• **Task description**
Check every line of the entries for the string "COURT" and return the ones that contain it.

• **Task material**

◇ ◇ ◇ ◇

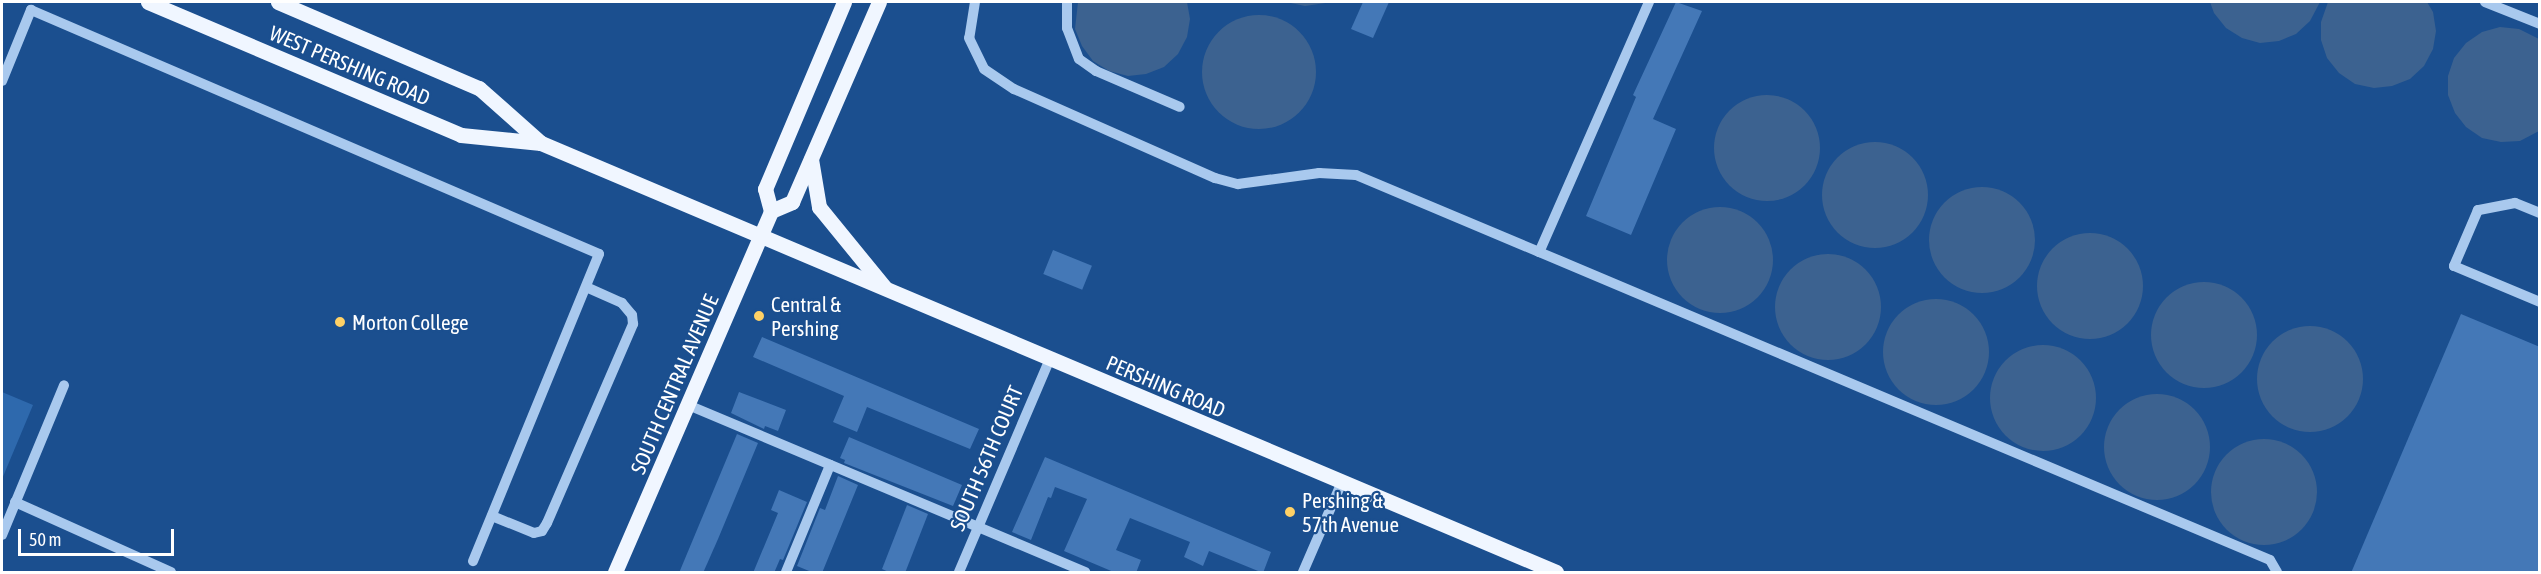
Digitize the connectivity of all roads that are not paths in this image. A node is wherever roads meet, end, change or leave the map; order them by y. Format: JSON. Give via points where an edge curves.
{"nodes":[{"id":1,"x":148,"y":2,"type":"edge"},
{"id":2,"x":278,"y":2,"type":"edge"},
{"id":3,"x":844,"y":2,"type":"edge"},
{"id":4,"x":879,"y":2,"type":"edge"},
{"id":5,"x":975,"y":2,"type":"edge"},
{"id":6,"x":1067,"y":2,"type":"edge"},
{"id":7,"x":1649,"y":2,"type":"edge"},
{"id":8,"x":2485,"y":2,"type":"edge"},
{"id":9,"x":2540,"y":24,"type":"edge"},
{"id":10,"x":2,"y":81,"type":"edge"},
{"id":11,"x":1180,"y":107,"type":"dead end"},
{"id":12,"x":541,"y":143,"type":"junction"},
{"id":13,"x":811,"y":158,"type":"junction"},
{"id":14,"x":771,"y":211,"type":"junction"},
{"id":15,"x":2540,"y":213,"type":"edge"},
{"id":16,"x":760,"y":237,"type":"junction"},
{"id":17,"x":1539,"y":252,"type":"junction"},
{"id":18,"x":585,"y":287,"type":"junction"},
{"id":19,"x":887,"y":291,"type":"junction"},
{"id":20,"x":2540,"y":302,"type":"edge"},
{"id":21,"x":1050,"y":359,"type":"junction"},
{"id":22,"x":63,"y":385,"type":"dead end"},
{"id":23,"x":688,"y":405,"type":"junction"},
{"id":24,"x":830,"y":465,"type":"junction"},
{"id":25,"x":1342,"y":482,"type":"junction"},
{"id":26,"x":15,"y":502,"type":"junction"},
{"id":27,"x":492,"y":516,"type":"junction"},
{"id":28,"x":978,"y":527,"type":"junction"},
{"id":29,"x":2,"y":535,"type":"edge"},
{"id":30,"x":473,"y":561,"type":"dead end"},
{"id":31,"x":171,"y":573,"type":"edge"},
{"id":32,"x":615,"y":573,"type":"edge"},
{"id":33,"x":786,"y":573,"type":"edge"},
{"id":34,"x":959,"y":573,"type":"edge"},
{"id":35,"x":1085,"y":573,"type":"edge"},
{"id":36,"x":1303,"y":573,"type":"edge"},
{"id":37,"x":1556,"y":573,"type":"edge"},
{"id":38,"x":2277,"y":573,"type":"edge"}],
"edges":[{"from":1,"to":12,"type":"main road","name":"WEST PERSHING ROAD","via":[[461,135]]},
{"from":2,"to":12,"type":"main road","name":"WEST PERSHING ROAD","via":[[479,88]]},
{"from":3,"to":14,"type":"main road","name":"SOUTH CENTRAL AVENUE","via":[[765,189]]},
{"from":4,"to":13,"type":"main road"},
{"from":5,"to":17,"type":"street","via":[[969,38],[984,69],[1014,88],[1204,174],[1238,184],[1319,174],[1356,175]]},
{"from":6,"to":11,"type":"street","via":[[1067,28],[1079,59],[1096,71]]},
{"from":7,"to":17,"type":"street"},
{"from":8,"to":9,"type":"street"},
{"from":10,"to":18,"type":"street","via":[[31,10],[599,254]]},
{"from":12,"to":16,"type":"main road","name":"WEST PERSHING ROAD"},
{"from":13,"to":14,"type":"main road","via":[[792,202]]},
{"from":13,"to":19,"type":"main road","via":[[819,207]]},
{"from":14,"to":16,"type":"main road","name":"SOUTH CENTRAL AVENUE"},
{"from":15,"to":20,"type":"street","via":[[2515,203],[2478,210],[2454,266]]},
{"from":16,"to":19,"type":"main road","name":"PERSHING ROAD"},
{"from":16,"to":23,"type":"main road","name":"SOUTH CENTRAL AVENUE"},
{"from":17,"to":38,"type":"street","via":[[2270,560]]},
{"from":18,"to":27,"type":"street"},
{"from":18,"to":27,"type":"street","via":[[622,303],[632,315],[633,324],[542,531],[534,533]]},
{"from":19,"to":21,"type":"main road","name":"PERSHING ROAD"},
{"from":21,"to":25,"type":"main road","name":"PERSHING ROAD"},
{"from":21,"to":28,"type":"street","name":"SOUTH 56TH COURT"},
{"from":22,"to":26,"type":"street"},
{"from":23,"to":24,"type":"street"},
{"from":23,"to":32,"type":"main road","name":"SOUTH CENTRAL AVENUE"},
{"from":24,"to":28,"type":"street"},
{"from":24,"to":33,"type":"street"},
{"from":25,"to":36,"type":"street"},
{"from":25,"to":37,"type":"main road","name":"PERSHING ROAD"},
{"from":26,"to":29,"type":"street"},
{"from":26,"to":31,"type":"street"},
{"from":27,"to":30,"type":"street"},
{"from":28,"to":34,"type":"street","name":"SOUTH 56TH COURT"},
{"from":28,"to":35,"type":"street"}]}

◇ ◇ ◇ ◇

• **Answer to the problem**
{"from":21,"to":28,"type":"street","name":"SOUTH 56TH COURT"},
{"from":28,"to":34,"type":"street","name":"SOUTH 56TH COURT"},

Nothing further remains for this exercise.